*THE TASK*:
Counting every line in the entries below where the word "highway" occurs, report how many there are. Give only that number.

* * * *

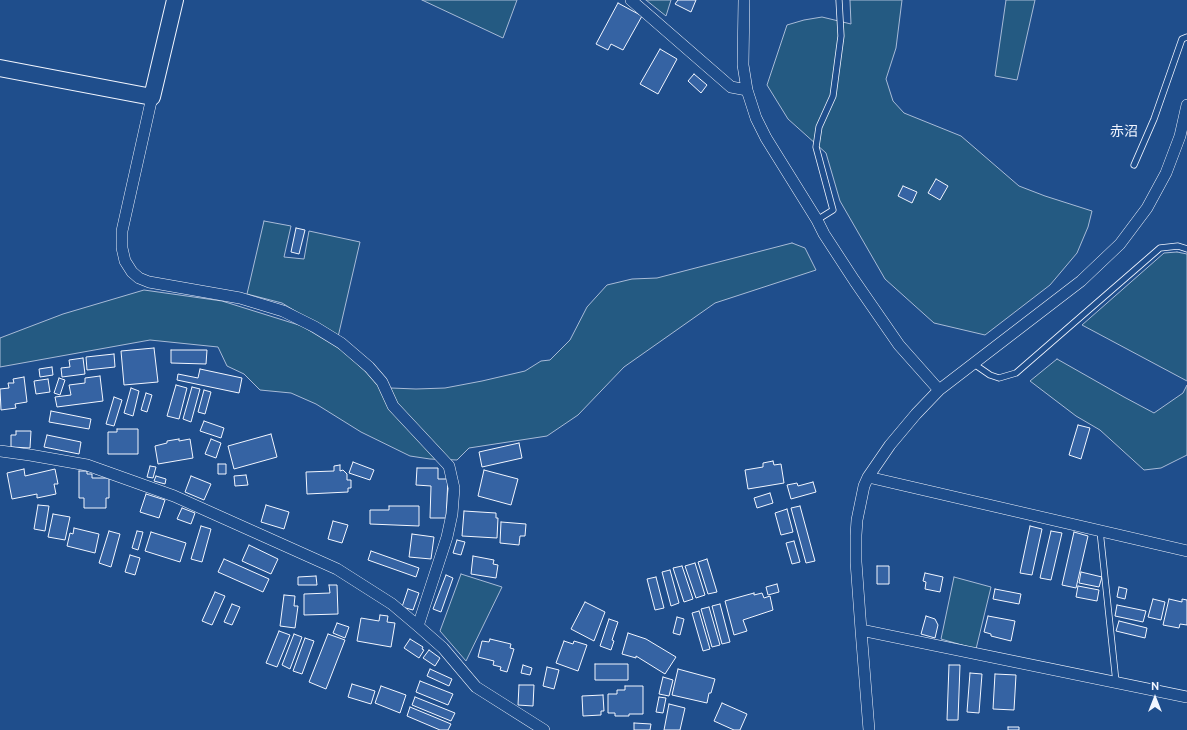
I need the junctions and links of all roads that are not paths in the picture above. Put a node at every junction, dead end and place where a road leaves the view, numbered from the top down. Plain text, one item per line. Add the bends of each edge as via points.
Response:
1 (175, 0) edge
2 (631, 0) edge
3 (744, 0) edge
4 (839, 0) edge
5 (1187, 37) edge
6 (0, 68) edge
7 (747, 90) junction
8 (152, 97) junction
9 (1187, 105) edge
10 (1134, 165) dead end
11 (817, 220) junction
12 (1187, 249) edge
13 (974, 364) junction
14 (939, 390) junction
15 (0, 451) edge
16 (868, 477) junction
17 (1100, 531) junction
18 (1187, 551) edge
19 (418, 626) junction
20 (861, 630) junction
21 (1116, 682) junction
22 (1187, 697) edge
23 (544, 730) edge
24 (869, 730) edge

1 - 8 street
2 - 7 street via 731,87
3 - 7 street via 743,66
4 - 11 lane via 841,36 833,96 819,127 816,147 833,210
5 - 10 lane via 1182,39 1154,119
6 - 8 street
7 - 11 street via 766,138
8 - 19 street via 122,231 125,261 132,272 150,282 240,298 276,308 315,327 340,343 369,367 382,382 393,406 449,466 454,488 452,514
9 - 13 street via 1180,136 1166,173 1147,208 1120,244 1081,281
11 - 14 street via 899,345
12 - 13 lane via 1178,246 1160,248 1016,373 999,378
13 - 14 street
14 - 16 street via 890,445
15 - 19 street via 87,465 174,496 337,569 392,604
16 - 17 street
16 - 20 street via 864,486 856,535
17 - 18 street
17 - 21 lane
19 - 23 street via 443,648 476,687
20 - 21 street
20 - 24 street
21 - 22 street

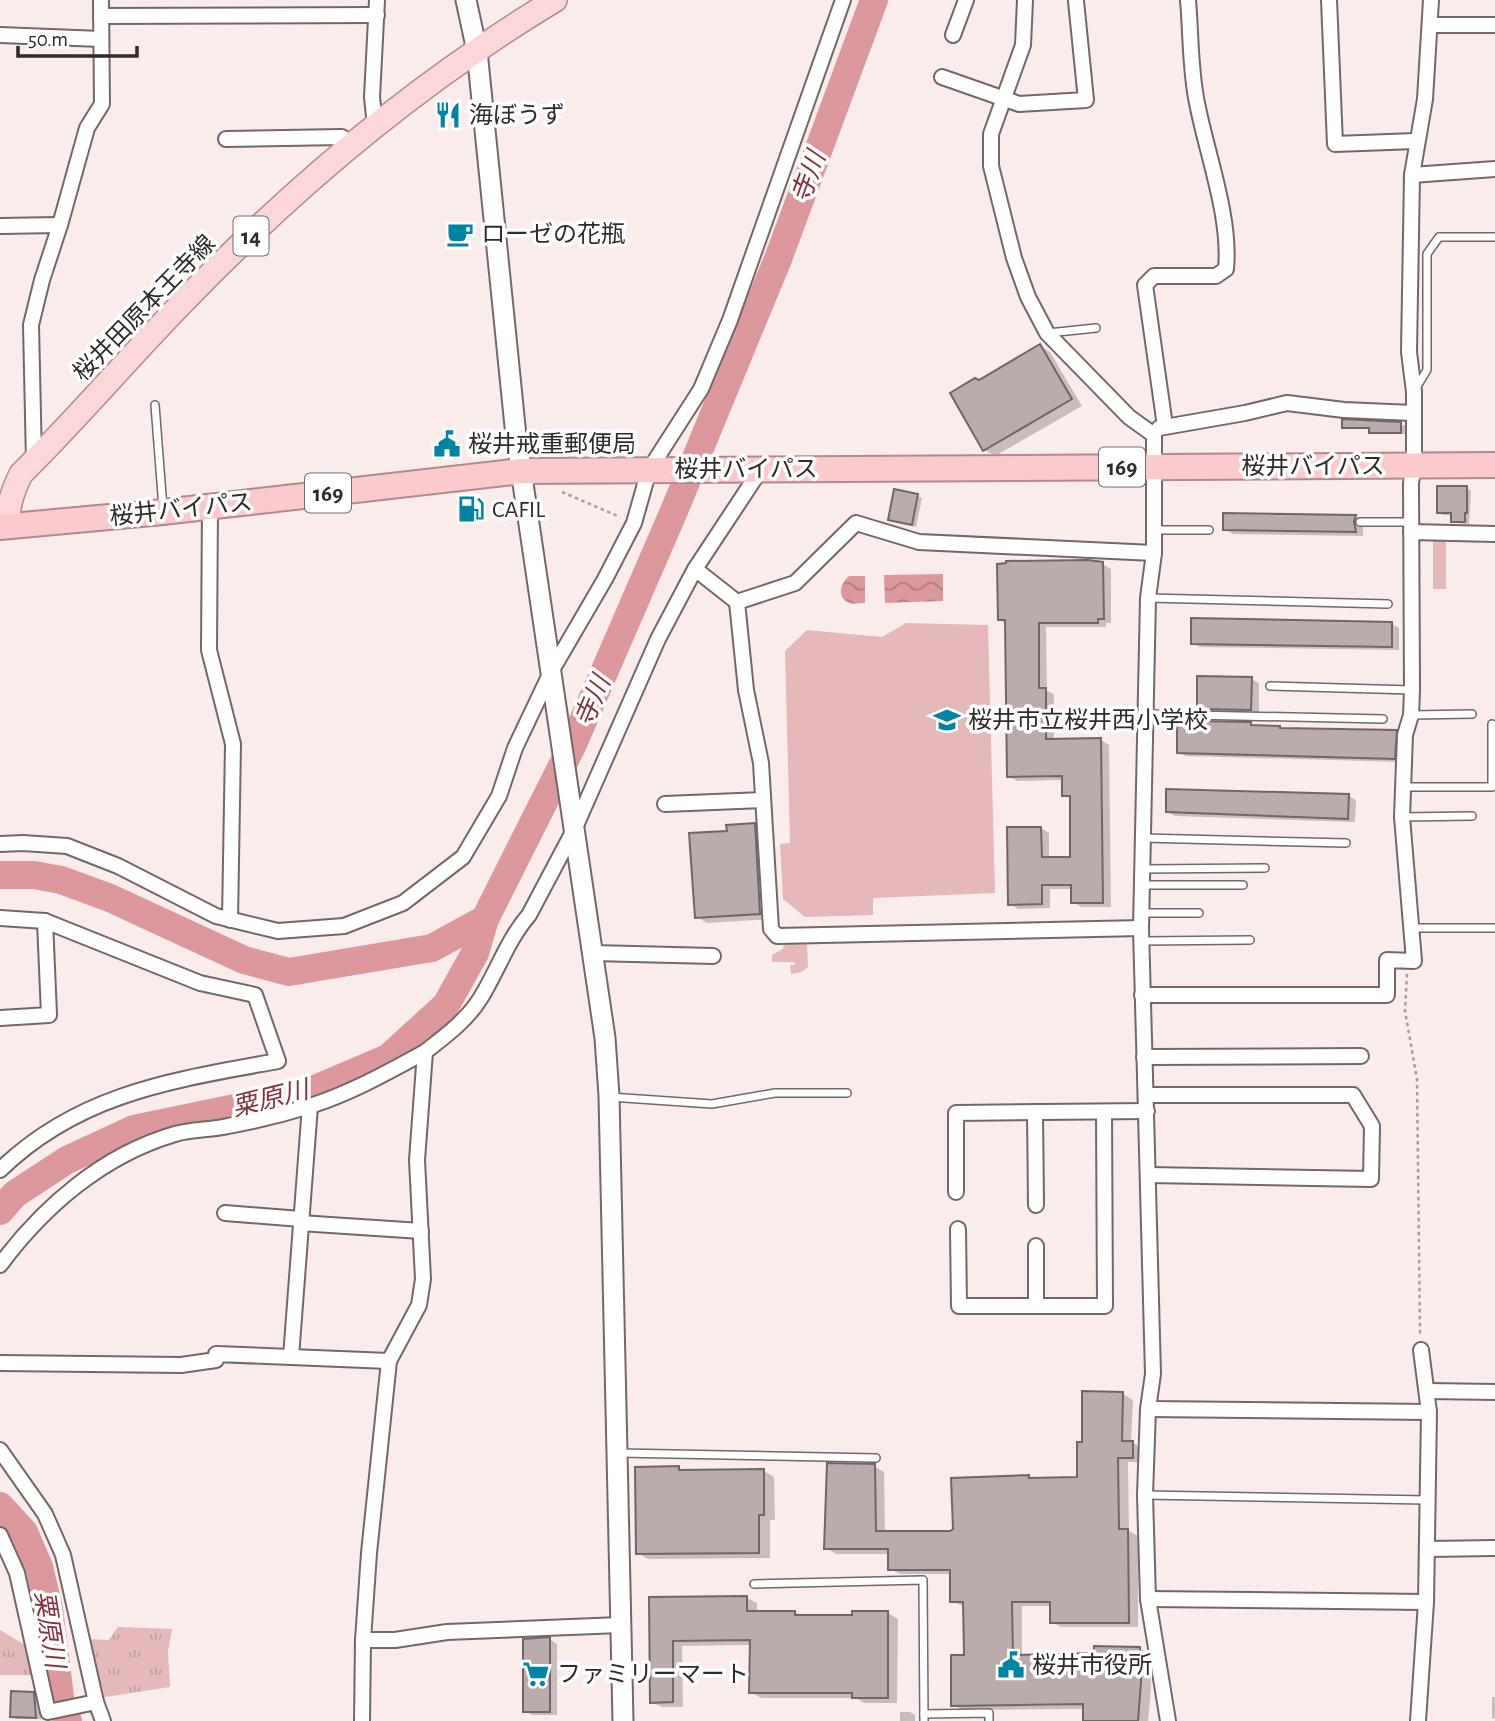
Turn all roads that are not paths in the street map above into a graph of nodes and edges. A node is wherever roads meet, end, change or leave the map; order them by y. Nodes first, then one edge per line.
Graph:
1 (101, 0) edge
2 (377, 0) edge
3 (466, 0) edge
4 (555, 0) edge
5 (843, 0) edge
6 (966, 0) edge
7 (1025, 0) edge
8 (1188, 0) edge
9 (1329, 0) edge
10 (1431, 0) edge
11 (1076, 1) edge
12 (377, 15) junction
13 (101, 16) junction
14 (1430, 25) junction
15 (1495, 25) edge
16 (0, 35) edge
17 (953, 35) dead end
18 (101, 40) junction
19 (477, 51) junction
20 (942, 77) dead end
21 (1003, 100) junction
22 (375, 127) junction
23 (226, 138) dead end
24 (1416, 141) junction
25 (352, 144) junction
26 (1495, 169) edge
27 (1412, 175) junction
28 (60, 225) junction
29 (0, 226) edge
30 (1495, 237) edge
31 (1096, 328) dead end
32 (1047, 333) junction
33 (1414, 392) junction
34 (155, 404) dead end
35 (1413, 413) junction
36 (1160, 430) junction
37 (34, 461) junction
38 (1414, 465) junction
39 (1495, 465) edge
40 (1155, 466) junction
41 (755, 469) junction
42 (653, 470) junction
43 (522, 471) junction
44 (210, 506) junction
45 (163, 512) junction
46 (1360, 522) dead end
47 (4, 527) edge
48 (1411, 527) junction
49 (1154, 530) junction
50 (1209, 530) dead end
51 (1495, 534) edge
52 (1154, 553) junction
53 (695, 569) junction
54 (1148, 598) junction
55 (737, 602) junction
56 (1388, 604) dead end
57 (552, 675) junction
58 (1270, 686) dead end
59 (1412, 690) junction
60 (1145, 714) junction
61 (1472, 714) dead end
62 (1411, 715) junction
63 (1383, 719) dead end
64 (1492, 724) dead end
65 (1403, 787) junction
66 (763, 800) junction
67 (665, 804) dead end
68 (1472, 816) dead end
69 (1402, 817) junction
70 (574, 825) junction
71 (1143, 838) junction
72 (1346, 842) dead end
73 (0, 844) edge
74 (1265, 868) dead end
75 (1142, 869) junction
76 (1142, 885) junction
77 (1243, 885) dead end
78 (1199, 913) dead end
79 (0, 918) edge
80 (230, 920) junction
81 (45, 921) junction
82 (1141, 927) junction
83 (1413, 928) junction
84 (1495, 928) edge
85 (1250, 940) dead end
86 (593, 953) junction
87 (713, 956) dead end
88 (1143, 995) junction
89 (0, 1018) edge
90 (425, 1052) junction
91 (1362, 1055) dead end
92 (1144, 1057) junction
93 (846, 1093) dead end
94 (1146, 1095) junction
95 (609, 1097) junction
96 (310, 1106) junction
97 (1147, 1111) junction
98 (1035, 1112) junction
99 (1104, 1112) junction
100 (0, 1170) edge
101 (1149, 1175) junction
102 (956, 1192) dead end
103 (1035, 1205) dead end
104 (225, 1213) dead end
105 (300, 1221) junction
106 (958, 1229) dead end
107 (421, 1231) junction
108 (1036, 1246) dead end
109 (0, 1265) edge
110 (1036, 1306) junction
111 (1421, 1350) road end
112 (291, 1357) junction
113 (389, 1361) junction
114 (0, 1363) edge
115 (1428, 1391) junction
116 (1495, 1392) edge
117 (1148, 1409) junction
118 (1429, 1412) junction
119 (0, 1450) edge
120 (619, 1453) junction
121 (876, 1458) dead end
122 (1145, 1495) junction
123 (1427, 1500) junction
124 (0, 1535) edge
125 (1495, 1548) edge
126 (1427, 1549) junction
127 (754, 1584) dead end
128 (1148, 1599) junction
129 (1426, 1602) junction
130 (621, 1625) junction
131 (363, 1640) junction
132 (94, 1702) junction
133 (924, 1718) edge
134 (103, 1721) edge
135 (362, 1721) edge
136 (623, 1721) edge
137 (989, 1721) edge
138 (1168, 1721) edge
139 (1418, 1721) edge

1 - 13 street
2 - 12 street
3 - 19 street
4 - 19 main road, 桜井田原本王寺線 / 14
5 - 42 street
6 - 17 street
7 - 21 street
8 - 36 street
9 - 24 street
10 - 14 street
11 - 21 street
12 - 13 street
12 - 22 street
13 - 18 street
14 - 15 street
14 - 24 street
16 - 18 street
18 - 28 street
19 - 22 main road, 桜井田原本王寺線 / 14
19 - 43 street
20 - 21 street
21 - 32 street
22 - 25 main road, 桜井田原本王寺線 / 14
23 - 25 street
24 - 27 street
25 - 37 main road, 桜井田原本王寺線 / 14
26 - 27 street
27 - 33 street
28 - 29 street
28 - 37 street
30 - 33 lane
31 - 32 lane
32 - 36 street
33 - 35 street
34 - 45 lane
35 - 36 street
35 - 38 street
36 - 40 street
37 - 47 main road, 桜井田原本王寺線 / 14
38 - 39 highway, 桜井バイパス / 169
38 - 40 highway, 桜井バイパス / 169
38 - 48 street
40 - 41 highway, 桜井バイパス / 169
40 - 49 street
41 - 42 highway, 桜井バイパス / 169
41 - 53 street
42 - 43 highway, 桜井バイパス / 169
42 - 57 street
43 - 44 highway, 桜井バイパス / 169
43 - 57 street
44 - 45 highway, 桜井バイパス / 169
44 - 80 street
45 - 47 highway, 桜井バイパス / 169
46 - 48 lane
48 - 51 street
48 - 59 street
49 - 50 lane
49 - 52 street
52 - 54 street
52 - 55 street
53 - 55 street
53 - 70 street
54 - 56 lane
54 - 60 street
55 - 66 street
57 - 70 street
57 - 80 street
58 - 59 lane
59 - 62 street
60 - 63 lane
60 - 71 street
61 - 62 lane
62 - 65 street
64 - 65 lane
65 - 69 street
66 - 67 street
66 - 82 street
68 - 69 lane
69 - 83 street
70 - 86 street
70 - 90 street
71 - 72 lane
71 - 75 street
73 - 80 street
74 - 75 lane
75 - 76 street
76 - 77 lane
76 - 82 street
78 - 82 lane
79 - 81 street
81 - 89 street
81 - 100 street
82 - 85 lane
82 - 88 street
83 - 84 lane
83 - 88 street
86 - 87 street
86 - 95 street
88 - 92 street
90 - 96 street
90 - 107 street
91 - 92 street
92 - 94 street
93 - 95 lane
94 - 97 street
94 - 101 street
95 - 120 street
96 - 105 street
96 - 109 street
97 - 99 street
97 - 101 street
98 - 99 street
98 - 102 street
98 - 103 street
99 - 110 street
101 - 117 street
104 - 105 street
105 - 107 street
105 - 112 street
106 - 110 street
107 - 113 street
108 - 110 street
111 - 115 street
112 - 113 street
112 - 114 street
113 - 131 street
115 - 116 street
115 - 118 street
117 - 118 street
117 - 122 street
118 - 123 street
119 - 132 street
120 - 121 lane
120 - 130 street
122 - 123 lane
122 - 128 street
123 - 126 street
124 - 132 street
125 - 126 street
126 - 129 street
127 - 133 lane
128 - 129 street
128 - 138 street
129 - 139 street
130 - 131 street
130 - 136 street
131 - 135 street
132 - 134 street
133 - 137 lane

* * * *

*TASK OUTPUT*:
8